After crystals came out I heated it a bit and then 7 hrs later more crystals appeared. So I took a first crop and its a bit ugly, definitely a candidate for 2 recrystallisations. Next time I think I will just let it run, because although the anode was covered in crystals the current had not dropped by more than 0.1A if that. I added some more dichmorate because I don't know if there was enough there. Interestingly bromine (the bad smell not visible amounts) was liberated but it shouldn't have been because the solution was alkaline... or is this a case of dichromate (bichromate) acting as an acid? It was about another 1/2 a gram added to only 20mL of solution so that may have changed the pH.

Something dodgy is going on too... for some reason the electrolysis seems to increase the solubility of (presumably) the bromate. When I stopped the current and heated the solution quite hot the net result was MORE precipitation, although it was actually a lot of precipitation followed by some dissolution on heating. Does anyone have an explanation for that? I have stopped mechanical stirring and only dredge it up sometimes so it is probably heterogeneous in the jar.

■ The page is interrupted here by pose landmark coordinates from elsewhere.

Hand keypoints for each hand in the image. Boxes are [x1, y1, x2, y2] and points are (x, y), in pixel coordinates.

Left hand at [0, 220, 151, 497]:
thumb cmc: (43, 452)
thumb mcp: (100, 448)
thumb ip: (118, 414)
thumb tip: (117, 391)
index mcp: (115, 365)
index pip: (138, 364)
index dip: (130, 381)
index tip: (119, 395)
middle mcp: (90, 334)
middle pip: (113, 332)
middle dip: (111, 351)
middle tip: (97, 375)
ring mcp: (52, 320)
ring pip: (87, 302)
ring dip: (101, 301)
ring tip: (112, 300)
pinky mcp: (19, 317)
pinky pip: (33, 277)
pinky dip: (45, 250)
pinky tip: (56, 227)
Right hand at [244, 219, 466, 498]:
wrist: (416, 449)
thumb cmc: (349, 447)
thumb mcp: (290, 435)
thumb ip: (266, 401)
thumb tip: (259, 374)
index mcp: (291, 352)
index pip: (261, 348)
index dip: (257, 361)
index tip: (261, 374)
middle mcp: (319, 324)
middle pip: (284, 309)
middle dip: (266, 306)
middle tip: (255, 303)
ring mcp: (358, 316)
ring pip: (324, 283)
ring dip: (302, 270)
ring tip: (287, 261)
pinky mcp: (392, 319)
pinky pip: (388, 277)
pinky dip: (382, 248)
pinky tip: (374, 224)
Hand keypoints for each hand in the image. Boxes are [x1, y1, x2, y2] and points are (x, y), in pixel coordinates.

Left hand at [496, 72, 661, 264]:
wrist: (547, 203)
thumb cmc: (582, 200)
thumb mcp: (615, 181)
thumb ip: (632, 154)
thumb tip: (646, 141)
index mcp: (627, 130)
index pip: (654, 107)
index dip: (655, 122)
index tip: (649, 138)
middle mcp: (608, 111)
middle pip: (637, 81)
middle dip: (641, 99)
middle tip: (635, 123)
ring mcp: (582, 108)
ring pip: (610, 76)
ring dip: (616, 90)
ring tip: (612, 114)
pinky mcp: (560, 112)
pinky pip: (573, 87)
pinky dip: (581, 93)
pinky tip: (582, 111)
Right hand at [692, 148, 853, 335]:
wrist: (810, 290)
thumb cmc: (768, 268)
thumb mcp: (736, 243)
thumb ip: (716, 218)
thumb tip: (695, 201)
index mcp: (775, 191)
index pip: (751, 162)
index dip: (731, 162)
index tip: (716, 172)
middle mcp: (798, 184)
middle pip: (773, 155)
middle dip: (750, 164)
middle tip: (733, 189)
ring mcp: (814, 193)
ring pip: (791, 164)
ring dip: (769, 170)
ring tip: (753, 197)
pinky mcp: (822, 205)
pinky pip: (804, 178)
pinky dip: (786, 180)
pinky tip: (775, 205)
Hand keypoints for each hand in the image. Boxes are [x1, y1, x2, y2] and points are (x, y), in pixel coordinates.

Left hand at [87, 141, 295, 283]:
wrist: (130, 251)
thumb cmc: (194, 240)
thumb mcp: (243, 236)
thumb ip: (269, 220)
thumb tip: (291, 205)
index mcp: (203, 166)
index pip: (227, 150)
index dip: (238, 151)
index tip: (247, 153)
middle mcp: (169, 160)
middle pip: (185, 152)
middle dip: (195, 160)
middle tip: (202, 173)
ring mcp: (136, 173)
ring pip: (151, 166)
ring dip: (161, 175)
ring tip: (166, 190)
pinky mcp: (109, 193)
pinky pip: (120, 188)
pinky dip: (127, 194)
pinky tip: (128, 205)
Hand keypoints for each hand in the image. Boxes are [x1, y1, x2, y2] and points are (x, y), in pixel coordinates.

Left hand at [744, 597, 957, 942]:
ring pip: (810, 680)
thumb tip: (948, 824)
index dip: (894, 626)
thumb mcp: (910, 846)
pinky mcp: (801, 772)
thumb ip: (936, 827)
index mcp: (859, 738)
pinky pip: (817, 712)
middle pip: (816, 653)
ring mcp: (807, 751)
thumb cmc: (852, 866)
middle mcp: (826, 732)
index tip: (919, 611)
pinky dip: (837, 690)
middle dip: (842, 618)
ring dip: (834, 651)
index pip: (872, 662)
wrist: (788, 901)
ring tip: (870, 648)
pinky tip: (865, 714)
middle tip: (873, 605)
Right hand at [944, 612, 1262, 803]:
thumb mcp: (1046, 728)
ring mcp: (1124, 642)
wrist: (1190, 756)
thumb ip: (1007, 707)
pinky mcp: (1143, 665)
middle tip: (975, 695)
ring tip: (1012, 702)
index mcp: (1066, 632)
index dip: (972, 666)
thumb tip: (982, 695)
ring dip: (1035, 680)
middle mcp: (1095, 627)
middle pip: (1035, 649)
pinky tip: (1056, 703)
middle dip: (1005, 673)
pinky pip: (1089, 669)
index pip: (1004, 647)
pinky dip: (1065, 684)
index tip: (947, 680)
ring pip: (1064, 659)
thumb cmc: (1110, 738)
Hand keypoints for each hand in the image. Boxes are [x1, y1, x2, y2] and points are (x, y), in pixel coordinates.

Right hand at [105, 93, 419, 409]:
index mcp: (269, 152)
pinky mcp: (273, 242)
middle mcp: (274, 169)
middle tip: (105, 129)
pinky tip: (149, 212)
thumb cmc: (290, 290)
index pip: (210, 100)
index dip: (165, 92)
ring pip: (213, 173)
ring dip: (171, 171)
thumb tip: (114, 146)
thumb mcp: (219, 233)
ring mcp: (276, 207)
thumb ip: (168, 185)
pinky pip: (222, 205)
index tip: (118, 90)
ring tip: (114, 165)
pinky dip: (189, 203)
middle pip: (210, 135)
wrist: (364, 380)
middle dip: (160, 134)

Also, based on what happened after my latest dichromate addition, I think the brown/black muck is a chromium compound, probably a hydrated oxide. There is too much for it to be dissolution of either electrode. How does dichromate work if it doesn't stay in solution?

Also, will the electrodes suffer damage if the bromide concentration becomes too low?(I believe so but just checking). And if so then how will I know when this happens. Bubbles at the anode will be hard to see. Will the current suddenly change?

Incidentally, the current hasn't changed by more than ~5% across a wide temperature range. In fact less, it is staying between 4.5 and 4.8A. Always.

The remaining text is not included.